Task material:
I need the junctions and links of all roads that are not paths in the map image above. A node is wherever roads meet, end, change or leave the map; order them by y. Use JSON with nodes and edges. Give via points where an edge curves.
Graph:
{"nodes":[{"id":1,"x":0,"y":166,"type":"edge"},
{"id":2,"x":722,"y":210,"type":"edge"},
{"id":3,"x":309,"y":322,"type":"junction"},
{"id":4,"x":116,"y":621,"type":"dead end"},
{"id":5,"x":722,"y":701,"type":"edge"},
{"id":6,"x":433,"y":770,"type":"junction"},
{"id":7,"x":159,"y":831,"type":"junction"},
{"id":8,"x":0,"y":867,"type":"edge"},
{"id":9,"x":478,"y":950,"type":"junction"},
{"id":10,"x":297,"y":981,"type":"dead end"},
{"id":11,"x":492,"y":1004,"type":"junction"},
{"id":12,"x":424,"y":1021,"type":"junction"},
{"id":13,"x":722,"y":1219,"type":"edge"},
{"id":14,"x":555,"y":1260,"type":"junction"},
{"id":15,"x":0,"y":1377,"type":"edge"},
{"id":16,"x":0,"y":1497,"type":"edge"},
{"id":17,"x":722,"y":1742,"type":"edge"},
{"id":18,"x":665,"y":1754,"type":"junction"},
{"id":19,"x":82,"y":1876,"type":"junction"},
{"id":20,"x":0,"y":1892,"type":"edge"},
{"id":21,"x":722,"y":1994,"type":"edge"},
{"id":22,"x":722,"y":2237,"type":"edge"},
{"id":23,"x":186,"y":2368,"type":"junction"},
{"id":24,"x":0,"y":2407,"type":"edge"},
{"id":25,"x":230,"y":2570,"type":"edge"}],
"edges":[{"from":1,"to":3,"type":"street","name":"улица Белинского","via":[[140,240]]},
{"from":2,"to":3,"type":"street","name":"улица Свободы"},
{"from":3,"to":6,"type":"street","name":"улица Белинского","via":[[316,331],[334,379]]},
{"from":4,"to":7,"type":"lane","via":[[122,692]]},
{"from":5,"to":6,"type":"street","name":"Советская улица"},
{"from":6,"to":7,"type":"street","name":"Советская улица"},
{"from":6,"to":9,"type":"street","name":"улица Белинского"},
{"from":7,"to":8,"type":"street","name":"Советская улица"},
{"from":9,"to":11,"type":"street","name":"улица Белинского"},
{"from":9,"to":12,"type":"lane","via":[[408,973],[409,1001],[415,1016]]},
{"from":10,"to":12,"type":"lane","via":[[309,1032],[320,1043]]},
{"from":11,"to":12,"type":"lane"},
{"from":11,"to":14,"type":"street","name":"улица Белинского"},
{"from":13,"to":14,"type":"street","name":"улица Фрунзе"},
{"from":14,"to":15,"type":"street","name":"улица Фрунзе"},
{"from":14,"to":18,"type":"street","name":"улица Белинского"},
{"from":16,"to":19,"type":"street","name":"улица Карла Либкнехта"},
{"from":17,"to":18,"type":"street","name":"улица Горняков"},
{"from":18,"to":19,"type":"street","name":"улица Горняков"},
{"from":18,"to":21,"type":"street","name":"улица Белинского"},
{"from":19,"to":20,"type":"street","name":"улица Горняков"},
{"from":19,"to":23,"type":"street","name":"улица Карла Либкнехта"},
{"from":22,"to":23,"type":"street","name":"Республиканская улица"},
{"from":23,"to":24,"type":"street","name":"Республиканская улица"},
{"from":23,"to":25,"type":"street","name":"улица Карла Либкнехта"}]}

Activity:
Give the listing again in full, with every line intact.

Reply:
I need the junctions and links of all roads that are not paths in the map image above. A node is wherever roads meet, end, change or leave the map; order them by y. Use JSON with nodes and edges. Give via points where an edge curves.
Graph:
{"nodes":[{"id":1,"x":0,"y":166,"type":"edge"},
{"id":2,"x":722,"y":210,"type":"edge"},
{"id":3,"x":309,"y":322,"type":"junction"},
{"id":4,"x":116,"y":621,"type":"dead end"},
{"id":5,"x":722,"y":701,"type":"edge"},
{"id":6,"x":433,"y":770,"type":"junction"},
{"id":7,"x":159,"y":831,"type":"junction"},
{"id":8,"x":0,"y":867,"type":"edge"},
{"id":9,"x":478,"y":950,"type":"junction"},
{"id":10,"x":297,"y":981,"type":"dead end"},
{"id":11,"x":492,"y":1004,"type":"junction"},
{"id":12,"x":424,"y":1021,"type":"junction"},
{"id":13,"x":722,"y":1219,"type":"edge"},
{"id":14,"x":555,"y":1260,"type":"junction"},
{"id":15,"x":0,"y":1377,"type":"edge"},
{"id":16,"x":0,"y":1497,"type":"edge"},
{"id":17,"x":722,"y":1742,"type":"edge"},
{"id":18,"x":665,"y":1754,"type":"junction"},
{"id":19,"x":82,"y":1876,"type":"junction"},
{"id":20,"x":0,"y":1892,"type":"edge"},
{"id":21,"x":722,"y":1994,"type":"edge"},
{"id":22,"x":722,"y":2237,"type":"edge"},
{"id":23,"x":186,"y":2368,"type":"junction"},
{"id":24,"x":0,"y":2407,"type":"edge"},
{"id":25,"x":230,"y":2570,"type":"edge"}],
"edges":[{"from":1,"to":3,"type":"street","name":"улица Белинского","via":[[140,240]]},
{"from":2,"to":3,"type":"street","name":"улица Свободы"},
{"from":3,"to":6,"type":"street","name":"улица Белинского","via":[[316,331],[334,379]]},
{"from":4,"to":7,"type":"lane","via":[[122,692]]},
{"from":5,"to":6,"type":"street","name":"Советская улица"},
{"from":6,"to":7,"type":"street","name":"Советская улица"},
{"from":6,"to":9,"type":"street","name":"улица Белинского"},
{"from":7,"to":8,"type":"street","name":"Советская улица"},
{"from":9,"to":11,"type":"street","name":"улица Белинского"},
{"from":9,"to":12,"type":"lane","via":[[408,973],[409,1001],[415,1016]]},
{"from":10,"to":12,"type":"lane","via":[[309,1032],[320,1043]]},
{"from":11,"to":12,"type":"lane"},
{"from":11,"to":14,"type":"street","name":"улица Белинского"},
{"from":13,"to":14,"type":"street","name":"улица Фрунзе"},
{"from":14,"to":15,"type":"street","name":"улица Фрунзе"},
{"from":14,"to":18,"type":"street","name":"улица Белинского"},
{"from":16,"to":19,"type":"street","name":"улица Карла Либкнехта"},
{"from":17,"to":18,"type":"street","name":"улица Горняков"},
{"from":18,"to":19,"type":"street","name":"улица Горняков"},
{"from":18,"to":21,"type":"street","name":"улица Белинского"},
{"from":19,"to":20,"type":"street","name":"улица Горняков"},
{"from":19,"to":23,"type":"street","name":"улица Карла Либкнехта"},
{"from":22,"to":23,"type":"street","name":"Республиканская улица"},
{"from":23,"to":24,"type":"street","name":"Республиканская улица"},
{"from":23,"to":25,"type":"street","name":"улица Карла Либкнехта"}]}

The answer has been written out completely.